Terror links to Pak put Mush in bind
Terror links to Pak put Mush in bind
A series of terrorist attacks with Pak-links has put Musharraf in the most serious political bind of his tenure.

New York: The series of planned terrorist attacks with links to Pakistan has put President Pervez Musharraf in one of the most "serious political binds" of his nearly seven-year tenure, a media report said on Friday.

There are also simmering concerns in Washington following the rise in the number of terror strikes with links to Pakistan and sharp increase in cross border Taliban attacks in Afghanistan, it said.

These have prompted a renewed debate within the Defense Department about Pakistan, the New York Times said quoting two people who spoke on the condition of anonymity.

The paper quotes a Western diplomat in Pakistan as saying, "Musharraf is in a weaker position than he has been in the past, no doubt about it. There are constraints on him."

"Nearly five years after September 11 turned Pakistan President Pervez Musharraf into one of Washington's most indispensable allies, he finds himself squeezed from many directions leading to one of the most serious political binds of his nearly seven-year tenure," the paper said.

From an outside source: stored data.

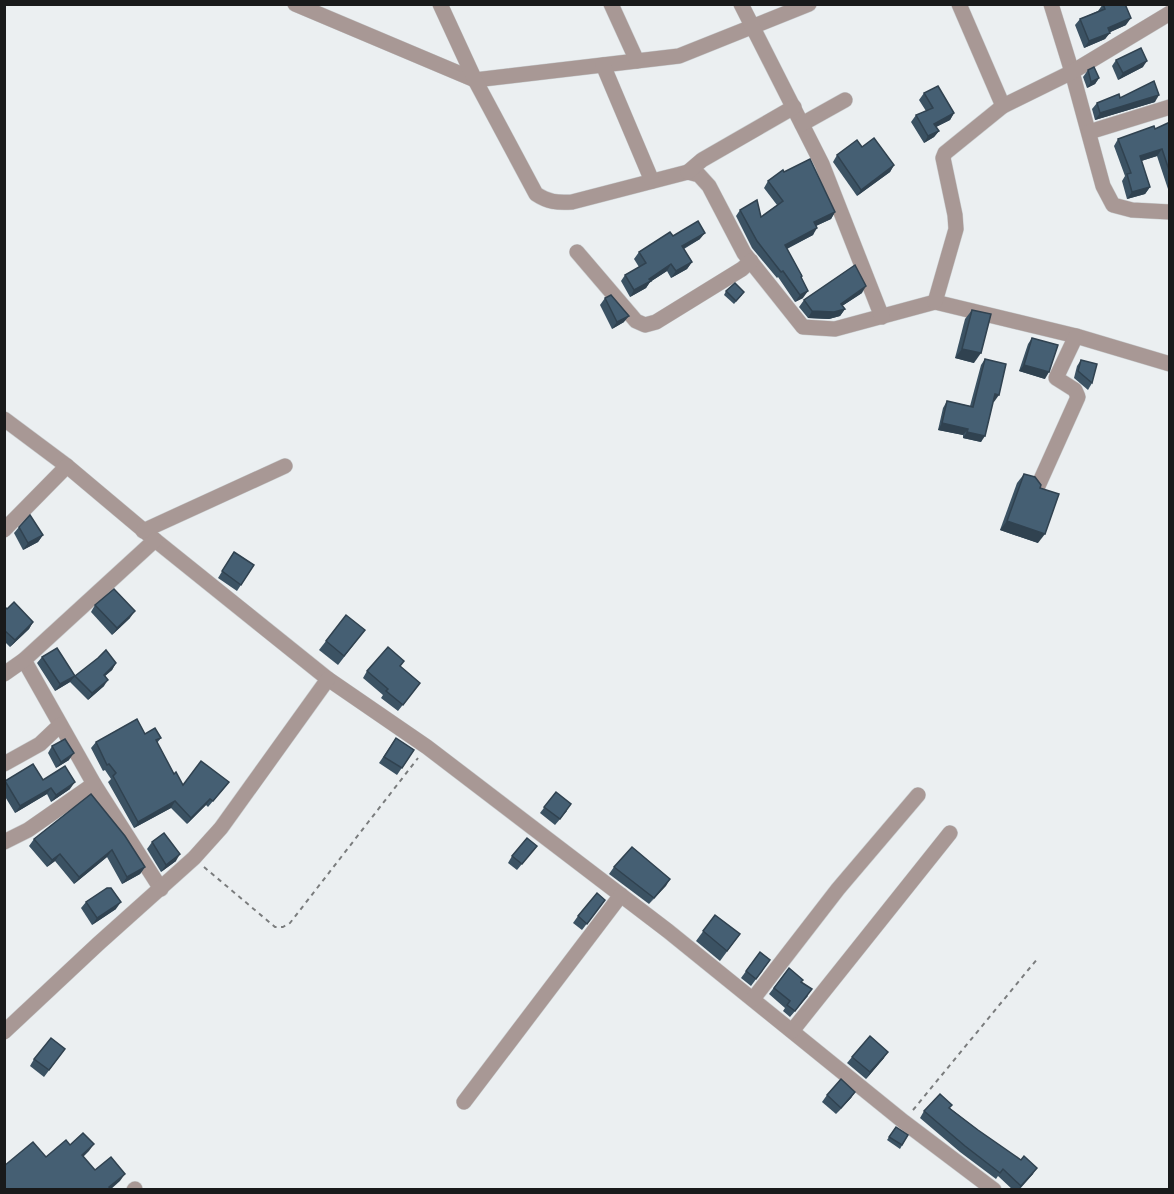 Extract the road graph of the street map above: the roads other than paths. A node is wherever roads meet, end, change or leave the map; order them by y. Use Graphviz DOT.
graph roads {
  1 [pos="295,4"];
  2 [pos="440,4"];
  3 [pos="611,4"];
  4 [pos="741,4"];
  5 [pos="809,4"];
  6 [pos="959,4"];
  7 [pos="1051,4"];
  8 [pos="1170,13"];
  9 [pos="752,28"];
  10 [pos="637,61"];
  11 [pos="603,65"];
  12 [pos="1072,72"];
  13 [pos="475,80"];
  14 [pos="845,100"];
  15 [pos="1003,106"];
  16 [pos="794,107"];
  17 [pos="1170,107"];
  18 [pos="802,124"];
  19 [pos="1089,132"];
  20 [pos="688,172"];
  21 [pos="652,181"];
  22 [pos="1170,212"];
  23 [pos="577,252"];
  24 [pos="751,261"];
  25 [pos="935,302"];
  26 [pos="882,317"];
  27 [pos="1076,336"];
  28 [pos="1170,364"];
  29 [pos="4,419"];
  30 [pos="67,466"];
  31 [pos="285,466"];
  32 [pos="1038,486"];
  33 [pos="4,530"];
  34 [pos="149,535"];
  35 [pos="11,666"];
  36 [pos="328,679"];
  37 [pos="60,725"];
  38 [pos="4,764"];
  39 [pos="94,784"];
  40 [pos="918,795"];
  41 [pos="950,833"];
  42 [pos="4,842"];
  43 [pos="161,889"];
  44 [pos="621,895"];
  45 [pos="753,999"];
  46 [pos="792,1031"];
  47 [pos="4,1032"];
  48 [pos="464,1102"];
  49 [pos="993,1190"];
  1 -- 13 [label="street"];
  2 -- 13 [label="street"];
  3 -- 10 [label="street"];
  4 -- 9 [label="street"];
  5 -- 9 [label="street"];
  6 -- 15 [label="street"];
  7 -- 12 [label="street"];
  8 -- 12 [label="street"];
  9 -- 10 [label="street"];
  9 -- 16 [label="street"];
  10 -- 11 [label="street"];
  11 -- 13 [label="street"];
  11 -- 21 [label="street"];
  12 -- 15 [label="street"];
  12 -- 19 [label="street"];
  13 -- 21 [label="street"];
  14 -- 18 [label="street"];
  15 -- 25 [label="street"];
  16 -- 18 [label="street"];
  16 -- 20 [label="street"];
  17 -- 19 [label="street"];
  18 -- 26 [label="street"];
  19 -- 22 [label="street"];
  20 -- 21 [label="street"];
  20 -- 24 [label="street"];
  23 -- 24 [label="street"];
  24 -- 26 [label="street"];
  25 -- 26 [label="street"];
  25 -- 27 [label="street"];
  27 -- 28 [label="street"];
  27 -- 32 [label="street"];
  29 -- 30 [label="street"];
  30 -- 33 [label="street"];
  30 -- 34 [label="street"];
  31 -- 34 [label="street"];
  34 -- 35 [label="street"];
  34 -- 36 [label="street"];
  35 -- 37 [label="street"];
  36 -- 43 [label="street"];
  36 -- 44 [label="street"];
  37 -- 38 [label="street"];
  37 -- 39 [label="street"];
  39 -- 42 [label="street"];
  39 -- 43 [label="street"];
  40 -- 45 [label="street"];
  41 -- 46 [label="street"];
  43 -- 47 [label="street"];
  44 -- 45 [label="street"];
  44 -- 48 [label="street"];
  45 -- 46 [label="street"];
  46 -- 49 [label="street"];
}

Those whom the paper spoke to said that in particular, the sharply rising American casualty rate in Afghanistan had increased skepticism among some American military officers about the Pakistani intelligence service's efforts to rein in the Taliban.

"There is an increasing view in the United States that Pakistan isn't very helpful," one researcher involved in the debate, told the paper, referring to frustration among some officers.

"There are people who are really thinking twice about this relationship with Pakistan."

But in Washington, the paper says the official view remains strongly supportive.

The assistant secretary of state for South and Central Asia, Richard Boucher, credited Musharraf with having kept his promise to "break" with the Taliban and their al-Qaeda allies.

Though Boucher admitted that the Taliban have reorganised inside Pakistan he also said that Musharraf's government is trying to gain control of the Pakistan-Afghanistan border.

"They've closed some camps; they've outlawed some groups," he said in an interview with the Times.

"You have to understand how deeply rooted extremism is in Pakistan. Of the General's cooperation with Washington, I think we've seen plenty. We certainly work with Musharraf."

However, Afghanistan and India, the paper says, have been "nipping" at the General's heels for not doing enough to crack down on terrorists who they say export violence to their respective countries.

Religious radical groups continue to operate, including those that have links with banned terrorist outfits, the report notes.

They continue to be implicated in investigations of terrorism suspects half a world away, most recently the group Jamaat-ud-Dawa in the London airplane bombing plot.

Even Musharraf's promise to reform radical madrasas, as Islamic religious schools are called, has yet to be fulfilled, the paper said.